*What the task asks*. The records below are to be duplicated exactly as they appear.

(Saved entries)
=-=-=-=-=
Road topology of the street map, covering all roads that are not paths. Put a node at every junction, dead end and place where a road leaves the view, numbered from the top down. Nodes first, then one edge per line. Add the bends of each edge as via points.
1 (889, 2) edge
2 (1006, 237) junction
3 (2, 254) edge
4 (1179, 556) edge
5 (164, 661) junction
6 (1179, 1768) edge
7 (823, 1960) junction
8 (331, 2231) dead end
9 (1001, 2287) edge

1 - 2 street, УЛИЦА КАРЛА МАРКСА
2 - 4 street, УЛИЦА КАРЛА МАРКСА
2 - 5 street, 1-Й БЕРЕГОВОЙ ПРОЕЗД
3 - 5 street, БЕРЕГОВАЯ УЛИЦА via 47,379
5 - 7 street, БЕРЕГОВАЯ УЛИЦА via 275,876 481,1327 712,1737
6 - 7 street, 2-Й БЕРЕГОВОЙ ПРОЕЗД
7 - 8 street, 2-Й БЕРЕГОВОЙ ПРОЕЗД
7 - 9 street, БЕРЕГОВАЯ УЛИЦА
=-=-=-=-=
*Completed task*.
Road topology of the street map, covering all roads that are not paths. Put a node at every junction, dead end and place where a road leaves the view, numbered from the top down. Nodes first, then one edge per line. Add the bends of each edge as via points.
1 (889, 2) edge
2 (1006, 237) junction
3 (2, 254) edge
4 (1179, 556) edge
5 (164, 661) junction
6 (1179, 1768) edge
7 (823, 1960) junction
8 (331, 2231) dead end
9 (1001, 2287) edge

1 - 2 street, УЛИЦА КАРЛА МАРКСА
2 - 4 street, УЛИЦА КАРЛА МАРКСА
2 - 5 street, 1-Й БЕРЕГОВОЙ ПРОЕЗД
3 - 5 street, БЕРЕГОВАЯ УЛИЦА via 47,379
5 - 7 street, БЕРЕГОВАЯ УЛИЦА via 275,876 481,1327 712,1737
6 - 7 street, 2-Й БЕРЕГОВОЙ ПРОЕЗД
7 - 8 street, 2-Й БЕРЕГОВОЙ ПРОЕЗД
7 - 9 street, БЕРЕГОВАЯ УЛИЦА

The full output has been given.